What’s Happening in December with Father Christmas

What attracted you to working as Father Christmas?

Well I’m incredibly judgmental, so overseeing who goes on the naughty and nice list is something that really appealed to me. I always start off doing it fairly; you know, Clementine on this list, Damien on that list etc.… but then I tend to jumble it up after a few Brandy’s. That’s the thing with the North Pole, you have to create your own entertainment.

What gives you the most satisfaction in your job?

The selfless giving to others.

Ha! No. Behave. No, it’s when the sleigh speeds up, I put my head back, feel the wind in my hair and pretend I’m starring in a Loreal advert. Cries of “Ho Ho Ho… Because I’m worth it” echo across the nights sky. It’s truly magical.

What advice can you give to individuals looking for jobs right now?

As an employer myself, I love it when miniature people come to me and say they’ll work 364 days per year so that the big guy (AKA me) can do just the 1 day. I don’t think there is a boss in the world who wouldn’t go for that pitch.

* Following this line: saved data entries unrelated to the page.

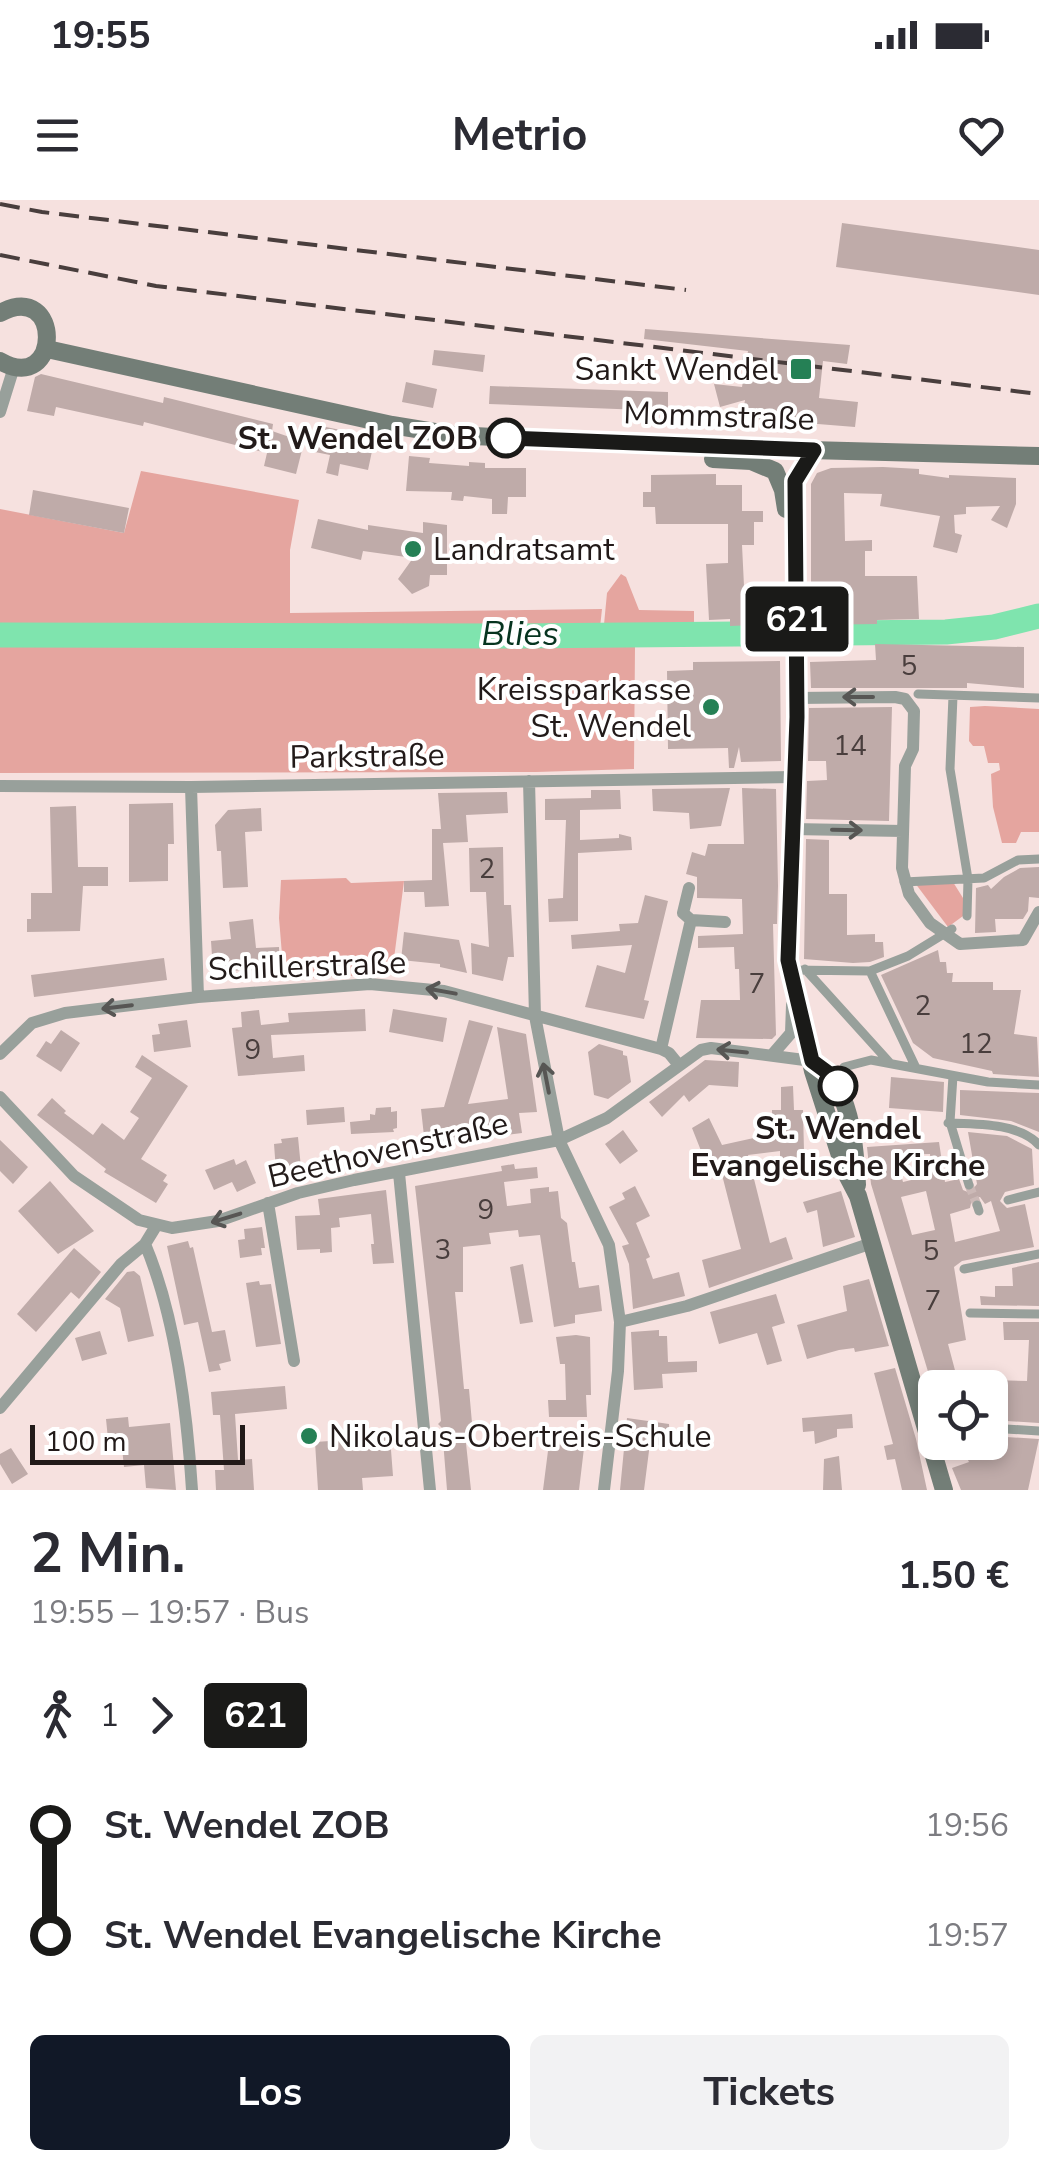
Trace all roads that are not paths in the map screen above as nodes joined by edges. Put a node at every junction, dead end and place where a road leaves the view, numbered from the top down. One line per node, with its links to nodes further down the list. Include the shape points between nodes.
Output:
1 (0, 313): 2 (main road, via 34,311 47,327)
2 (46, 349): 3 (main road, via 33,363); 5 (main road, Mommstraße, via 453,436)
3 (7, 364): 4 (street)
4 (0, 412)
5 (627, 443): 6 (main road, Mommstraße); 8 (main road, via 751,461 775,471)
6 (814, 450): 7 (main road, Mommstraße); 8 (main road, via 795,481)
7 (1039, 456)
8 (796, 568): 11 (main road)
9 (918, 694): 10 (street)
10 (953, 696): 12 (street); 20 (street, via 950,768)
11 (796, 698): 13 (main road); 18 (street, one-way to 11, via 914,711 894,697)
12 (1039, 698)
13 (794, 777): 14 (street, Parkstraße); 17 (main road)
14 (529, 781): 16 (street, Parkstraße); 31 (street)
15 (0, 786): 16 (street, Parkstraße)
16 (191, 787): 30 (street)
17 (792, 829): 18 (street, one-way to 18); 28 (main road)
18 (903, 830): 21 (street)
19 (1039, 860): 20 (street, via 1018,860)
20 (968, 879): 21 (street); 24 (street)
21 (904, 882): 27 (street, via 914,903)
22 (689, 888): 25 (street, via 684,913)
23 (1039, 912): 27 (street, via 1023,940 960,944)
24 (967, 916)
25 (691, 920): 26 (street); 32 (street)
26 (725, 922)
27 (948, 932): 29 (street)
28 (794, 966): 29 (street); 34 (street, via 791,1033); 35 (main road); 36 (street)
29 (870, 971): 39 (street)
30 (198, 998): 31 (street, Schillerstraße, one-way to 30, via 444,991 370,984); 33 (street, Schillerstraße, one-way to 33, via 44,1017)
31 (535, 1016): 32 (street, Schillerstraße); 44 (street, one-way to 31)
32 (661, 1049): 37 (street, Schillerstraße)
33 (0, 1054)
34 (772, 1055): 35 (street, Beethovenstraße); 37 (street, Beethovenstraße, one-way to 37, via 711,1048)
35 (812, 1061): 52 (main road, via 838,1086)
36 (890, 1063): 38 (street); 39 (street)
37 (678, 1064): 44 (street, Beethovenstraße, via 607,1118)
38 (844, 1068)
39 (916, 1068): 40 (street)
40 (953, 1076): 41 (street); 43 (street)
41 (1039, 1085)
42 (0, 1097): 51 (street, via 74,1176)
43 (948, 1122): 45 (street, via 1026,1132); 47 (street)
44 (558, 1140): 46 (street, Beethovenstraße); 58 (street, via 609,1245)
45 (1039, 1145)
46 (399, 1173): 50 (street, Beethovenstraße); 64 (street)
47 (969, 1185)
48 (1039, 1192): 49 (street)
49 (1008, 1200)
50 (268, 1203): 51 (street, Beethovenstraße, one-way to 51, via 218,1221); 59 (street)
51 (156, 1226): 53 (street)
52 (872, 1243): 58 (street); 66 (main road)
53 (145, 1244): 60 (street); 63 (street, via 182,1382)
54 (1039, 1254): 55 (street)
55 (964, 1269)
56 (970, 1313): 57 (street)
57 (1039, 1314)
58 (620, 1322): 65 (street)
59 (294, 1361)
60 (0, 1408)
61 (1008, 1429): 62 (street)
62 (1039, 1430)
63 (192, 1490)
64 (430, 1490)
65 (604, 1490)
66 (944, 1490)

Give it a go.

What are you most looking forward to this year?

Every year once I’ve sobered up after Christmas, I get together with Frosty the Snowman, Guy Fawkes and some of the Halloween lads and we throw all the leftover mince pies at the Easter Bunny.

What’s your favourite brand?

I like all Brandy.

Ooooh brand you say? Sorry my hat was covering my ears.

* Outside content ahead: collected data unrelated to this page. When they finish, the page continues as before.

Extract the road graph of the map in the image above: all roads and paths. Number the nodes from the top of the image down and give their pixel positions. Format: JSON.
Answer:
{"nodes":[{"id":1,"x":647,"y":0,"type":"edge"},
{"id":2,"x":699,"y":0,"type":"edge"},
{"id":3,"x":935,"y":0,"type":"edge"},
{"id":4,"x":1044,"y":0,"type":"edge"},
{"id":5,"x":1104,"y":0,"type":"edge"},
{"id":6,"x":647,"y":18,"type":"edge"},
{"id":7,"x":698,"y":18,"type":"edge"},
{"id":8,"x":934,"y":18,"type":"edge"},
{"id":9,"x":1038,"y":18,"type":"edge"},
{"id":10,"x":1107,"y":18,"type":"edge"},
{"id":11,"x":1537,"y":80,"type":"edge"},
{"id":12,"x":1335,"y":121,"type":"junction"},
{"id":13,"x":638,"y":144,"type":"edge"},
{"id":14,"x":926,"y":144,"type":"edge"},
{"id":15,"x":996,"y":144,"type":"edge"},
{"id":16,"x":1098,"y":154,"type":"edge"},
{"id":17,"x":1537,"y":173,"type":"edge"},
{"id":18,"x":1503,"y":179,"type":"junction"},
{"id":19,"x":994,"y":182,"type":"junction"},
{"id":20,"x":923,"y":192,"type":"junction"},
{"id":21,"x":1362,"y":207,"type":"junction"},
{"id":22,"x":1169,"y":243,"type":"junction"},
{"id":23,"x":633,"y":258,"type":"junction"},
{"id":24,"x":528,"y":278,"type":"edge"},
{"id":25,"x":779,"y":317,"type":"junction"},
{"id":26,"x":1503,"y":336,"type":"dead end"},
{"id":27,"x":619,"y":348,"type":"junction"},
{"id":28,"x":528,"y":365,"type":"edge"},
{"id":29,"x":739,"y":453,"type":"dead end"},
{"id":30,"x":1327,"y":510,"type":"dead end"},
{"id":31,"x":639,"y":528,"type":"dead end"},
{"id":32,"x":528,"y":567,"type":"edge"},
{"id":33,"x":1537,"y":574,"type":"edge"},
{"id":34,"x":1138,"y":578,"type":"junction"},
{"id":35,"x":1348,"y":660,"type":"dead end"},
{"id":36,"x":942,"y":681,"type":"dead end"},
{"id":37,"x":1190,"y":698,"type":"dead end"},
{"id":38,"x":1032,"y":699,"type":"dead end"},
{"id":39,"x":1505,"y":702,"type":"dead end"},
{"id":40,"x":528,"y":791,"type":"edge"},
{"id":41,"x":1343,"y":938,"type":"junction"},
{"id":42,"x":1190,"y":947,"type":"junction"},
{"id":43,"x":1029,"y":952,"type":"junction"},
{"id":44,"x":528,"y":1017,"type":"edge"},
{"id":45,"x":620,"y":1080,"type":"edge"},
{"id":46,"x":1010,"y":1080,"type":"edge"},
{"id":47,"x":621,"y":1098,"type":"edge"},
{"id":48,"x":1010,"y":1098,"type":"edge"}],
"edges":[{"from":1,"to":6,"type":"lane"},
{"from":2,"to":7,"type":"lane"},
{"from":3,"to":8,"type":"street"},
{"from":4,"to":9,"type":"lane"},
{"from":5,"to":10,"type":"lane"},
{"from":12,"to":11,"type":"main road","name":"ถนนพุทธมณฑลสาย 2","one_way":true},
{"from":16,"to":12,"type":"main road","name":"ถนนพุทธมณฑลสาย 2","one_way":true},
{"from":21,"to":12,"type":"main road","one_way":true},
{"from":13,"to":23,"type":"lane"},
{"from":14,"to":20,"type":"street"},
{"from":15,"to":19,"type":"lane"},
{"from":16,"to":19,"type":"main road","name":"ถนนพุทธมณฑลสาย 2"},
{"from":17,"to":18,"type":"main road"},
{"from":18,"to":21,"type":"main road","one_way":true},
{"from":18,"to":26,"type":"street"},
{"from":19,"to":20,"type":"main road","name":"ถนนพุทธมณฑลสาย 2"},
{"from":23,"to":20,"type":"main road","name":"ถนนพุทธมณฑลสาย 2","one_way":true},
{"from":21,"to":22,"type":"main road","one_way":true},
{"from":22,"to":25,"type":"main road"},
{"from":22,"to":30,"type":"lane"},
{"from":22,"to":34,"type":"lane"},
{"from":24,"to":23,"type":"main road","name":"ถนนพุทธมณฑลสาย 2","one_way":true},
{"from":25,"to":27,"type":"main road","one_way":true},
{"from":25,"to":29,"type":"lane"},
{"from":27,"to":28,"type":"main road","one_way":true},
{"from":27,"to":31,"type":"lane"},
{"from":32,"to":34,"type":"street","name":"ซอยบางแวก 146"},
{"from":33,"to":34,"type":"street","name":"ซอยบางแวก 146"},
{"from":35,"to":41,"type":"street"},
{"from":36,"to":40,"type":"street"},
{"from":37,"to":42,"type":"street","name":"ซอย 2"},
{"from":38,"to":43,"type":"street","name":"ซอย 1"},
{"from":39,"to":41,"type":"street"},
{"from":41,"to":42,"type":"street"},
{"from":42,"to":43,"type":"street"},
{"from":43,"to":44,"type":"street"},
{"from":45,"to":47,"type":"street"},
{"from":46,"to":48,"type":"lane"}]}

Err probably Apple. The whole ‘making people think they need new phones when they don’t’ has been a real game changer for me. Nowadays everyone just wants these little lightweight presents every year. It makes my life easier and it stops Rudolph moaning about his sciatica. If Sony brought out a bulky new PlayStation each year I would seriously kick off. In fact, I’ve exchanged words with them in the past, but that’s another story. Don’t get me started.

What music makes you feel most creative at work?

Arctic Monkeys.

That’s also a nickname I use for the Elves. Not to their face obviously because they’re very sensitive. I deliberately took on a load of millennial Elves this year because I thought the whole snowflake thing would work well up here.

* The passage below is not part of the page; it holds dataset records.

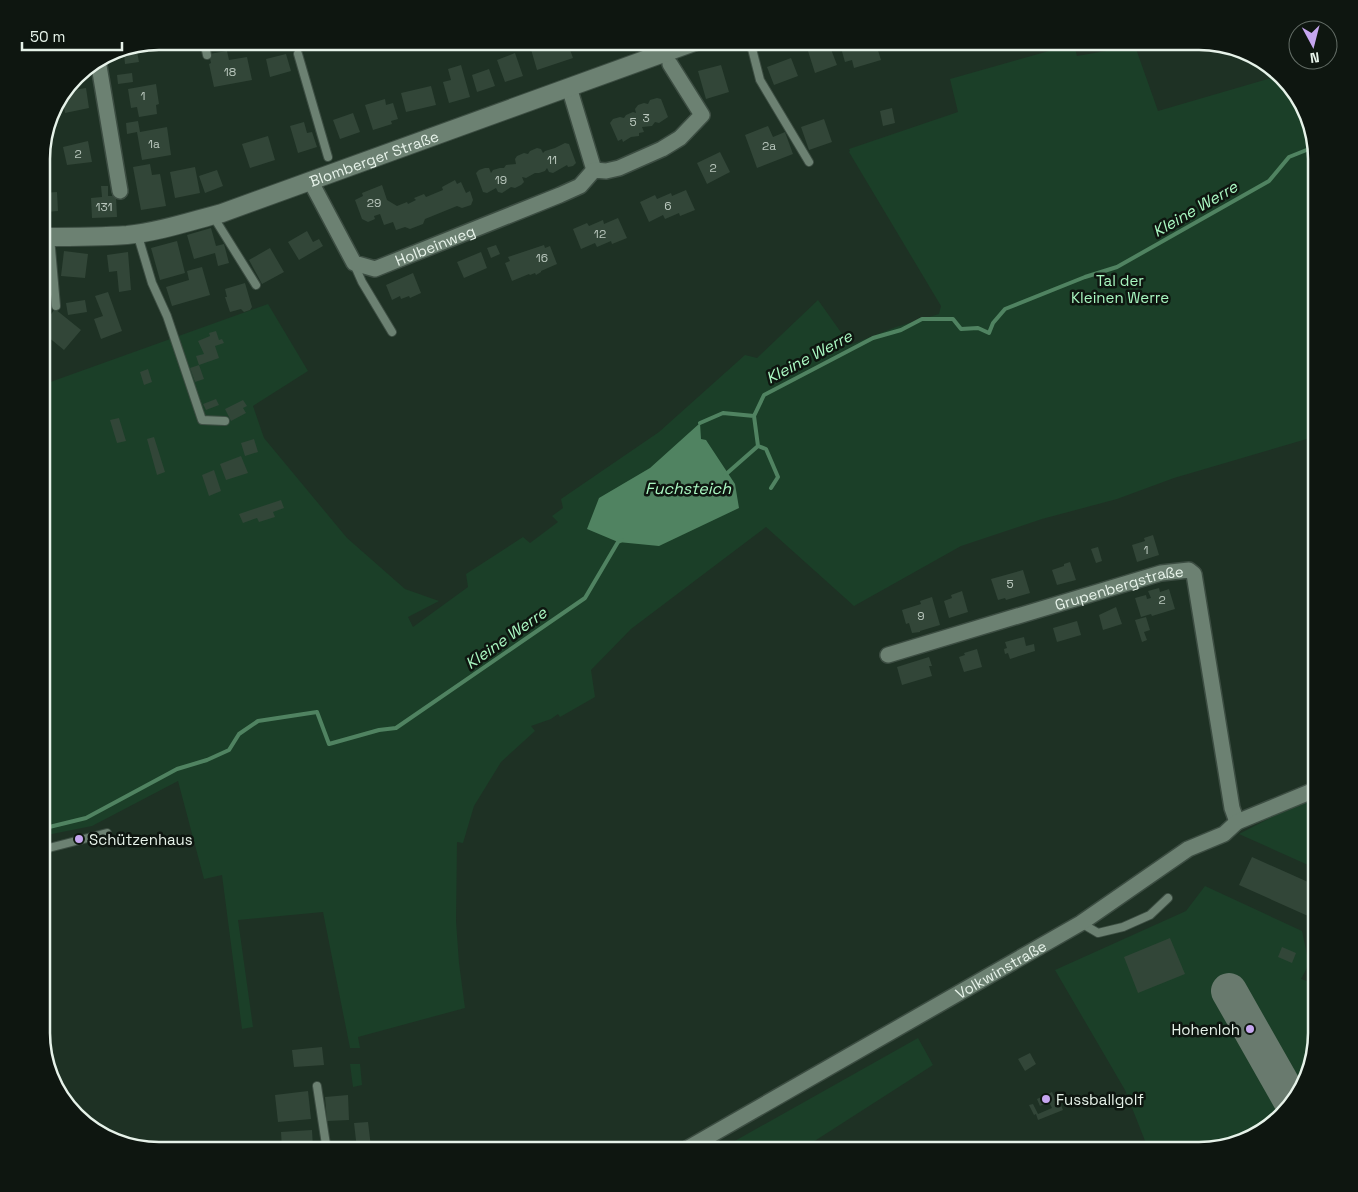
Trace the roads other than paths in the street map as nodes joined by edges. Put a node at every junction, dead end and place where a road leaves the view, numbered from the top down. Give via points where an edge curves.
1 (206, 50) edge
2 (672, 50) edge
3 (752, 50) edge
4 (298, 54) dead end
5 (207, 55) dead end
6 (670, 64) dead end
7 (99, 68) edge
8 (569, 87) junction
9 (328, 157) dead end
10 (809, 162) dead end
11 (594, 170) junction
12 (311, 182) junction
13 (120, 191) dead end
14 (213, 215) junction
15 (137, 233) junction
16 (50, 237) edge
17 (354, 263) junction
18 (50, 265) edge
19 (256, 285) dead end
20 (56, 306) dead end
21 (392, 332) dead end
22 (226, 421) dead end
23 (888, 655) dead end
24 (1308, 793) edge
25 (1237, 822) junction
26 (107, 833) dead end
27 (50, 848) edge
28 (1168, 898) dead end
29 (1081, 923) junction
30 (317, 1086) dead end
31 (325, 1142) edge
32 (699, 1142) edge

1 - 5 lane
2 - 8 street, Blomberger Straße
3 - 10 lane via 760,80
4 - 9 lane
6 - 11 street via 702,115 680,138 662,149 619,168
7 - 13 street
8 - 11 street
8 - 12 street, Blomberger Straße
11 - 17 street, Holbeinweg via 580,186 375,269
12 - 14 street, Blomberger Straße
12 - 17 street
14 - 15 street, Blomberger Straße
14 - 19 lane
15 - 16 street, Blomberger Straße
15 - 22 lane via 202,420
17 - 21 lane
18 - 20 lane
23 - 25 street, Grupenbergstraße via 1161,572 1189,570 1194,574 1232,808
24 - 25 street, Volkwinstraße
25 - 29 street, Volkwinstraße via 1224,834 1188,849
26 - 27 lane
28 - 29 lane via 1150,915 1123,927 1098,932
29 - 32 street, Volkwinstraße
30 - 31 lane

But no, if anyone asks, I said Slade. On repeat. It’s Christmaaaaasssss! God I hate that.

What quote inspires you the most?

“Don’t work hard or smart, work magic.”

Right will that do? I don’t usually speak to Recruiter’s and it’s going to cost you another bottle of Brandy if you want anymore out of me. Oh, and don’t post this online will you? Elves I can deal with, trolls I can’t.

By Father Christmas (with a little bit of help from Shane Frost :-))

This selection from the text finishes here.